Return all of the entries exactly as written.
+--
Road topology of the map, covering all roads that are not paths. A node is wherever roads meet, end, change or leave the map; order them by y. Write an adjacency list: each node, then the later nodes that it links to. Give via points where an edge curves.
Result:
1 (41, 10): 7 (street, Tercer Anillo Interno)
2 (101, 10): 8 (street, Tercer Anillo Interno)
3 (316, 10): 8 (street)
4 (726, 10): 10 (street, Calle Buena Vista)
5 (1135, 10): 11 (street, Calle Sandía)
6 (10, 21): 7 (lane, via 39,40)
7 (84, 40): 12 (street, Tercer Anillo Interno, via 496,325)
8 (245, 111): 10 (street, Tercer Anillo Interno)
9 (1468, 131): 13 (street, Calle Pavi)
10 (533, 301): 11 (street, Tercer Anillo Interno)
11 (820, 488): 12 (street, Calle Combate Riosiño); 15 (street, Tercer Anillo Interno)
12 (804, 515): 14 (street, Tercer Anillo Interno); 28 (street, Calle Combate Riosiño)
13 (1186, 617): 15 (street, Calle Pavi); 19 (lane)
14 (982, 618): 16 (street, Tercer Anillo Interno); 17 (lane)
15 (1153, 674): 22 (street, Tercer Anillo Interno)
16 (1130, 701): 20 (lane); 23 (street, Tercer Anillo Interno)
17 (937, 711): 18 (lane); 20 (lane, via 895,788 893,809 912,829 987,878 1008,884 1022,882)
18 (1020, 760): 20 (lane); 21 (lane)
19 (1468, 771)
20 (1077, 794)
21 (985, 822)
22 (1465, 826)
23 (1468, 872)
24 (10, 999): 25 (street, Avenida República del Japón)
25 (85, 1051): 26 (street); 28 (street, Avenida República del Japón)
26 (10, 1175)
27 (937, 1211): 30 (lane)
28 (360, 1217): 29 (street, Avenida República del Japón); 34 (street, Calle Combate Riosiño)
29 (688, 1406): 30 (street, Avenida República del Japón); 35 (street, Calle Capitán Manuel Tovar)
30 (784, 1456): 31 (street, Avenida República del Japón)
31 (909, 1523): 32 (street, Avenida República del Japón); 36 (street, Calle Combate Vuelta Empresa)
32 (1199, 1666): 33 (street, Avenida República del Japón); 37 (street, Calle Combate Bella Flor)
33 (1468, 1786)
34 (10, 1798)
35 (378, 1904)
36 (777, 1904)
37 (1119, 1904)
+--
*Answer*
Road topology of the map, covering all roads that are not paths. A node is wherever roads meet, end, change or leave the map; order them by y. Write an adjacency list: each node, then the later nodes that it links to. Give via points where an edge curves.
Result:
1 (41, 10): 7 (street, Tercer Anillo Interno)
2 (101, 10): 8 (street, Tercer Anillo Interno)
3 (316, 10): 8 (street)
4 (726, 10): 10 (street, Calle Buena Vista)
5 (1135, 10): 11 (street, Calle Sandía)
6 (10, 21): 7 (lane, via 39,40)
7 (84, 40): 12 (street, Tercer Anillo Interno, via 496,325)
8 (245, 111): 10 (street, Tercer Anillo Interno)
9 (1468, 131): 13 (street, Calle Pavi)
10 (533, 301): 11 (street, Tercer Anillo Interno)
11 (820, 488): 12 (street, Calle Combate Riosiño); 15 (street, Tercer Anillo Interno)
12 (804, 515): 14 (street, Tercer Anillo Interno); 28 (street, Calle Combate Riosiño)
13 (1186, 617): 15 (street, Calle Pavi); 19 (lane)
14 (982, 618): 16 (street, Tercer Anillo Interno); 17 (lane)
15 (1153, 674): 22 (street, Tercer Anillo Interno)
16 (1130, 701): 20 (lane); 23 (street, Tercer Anillo Interno)
17 (937, 711): 18 (lane); 20 (lane, via 895,788 893,809 912,829 987,878 1008,884 1022,882)
18 (1020, 760): 20 (lane); 21 (lane)
19 (1468, 771)
20 (1077, 794)
21 (985, 822)
22 (1465, 826)
23 (1468, 872)
24 (10, 999): 25 (street, Avenida República del Japón)
25 (85, 1051): 26 (street); 28 (street, Avenida República del Japón)
26 (10, 1175)
27 (937, 1211): 30 (lane)
28 (360, 1217): 29 (street, Avenida República del Japón); 34 (street, Calle Combate Riosiño)
29 (688, 1406): 30 (street, Avenida República del Japón); 35 (street, Calle Capitán Manuel Tovar)
30 (784, 1456): 31 (street, Avenida República del Japón)
31 (909, 1523): 32 (street, Avenida República del Japón); 36 (street, Calle Combate Vuelta Empresa)
32 (1199, 1666): 33 (street, Avenida República del Japón); 37 (street, Calle Combate Bella Flor)
33 (1468, 1786)
34 (10, 1798)
35 (378, 1904)
36 (777, 1904)
37 (1119, 1904)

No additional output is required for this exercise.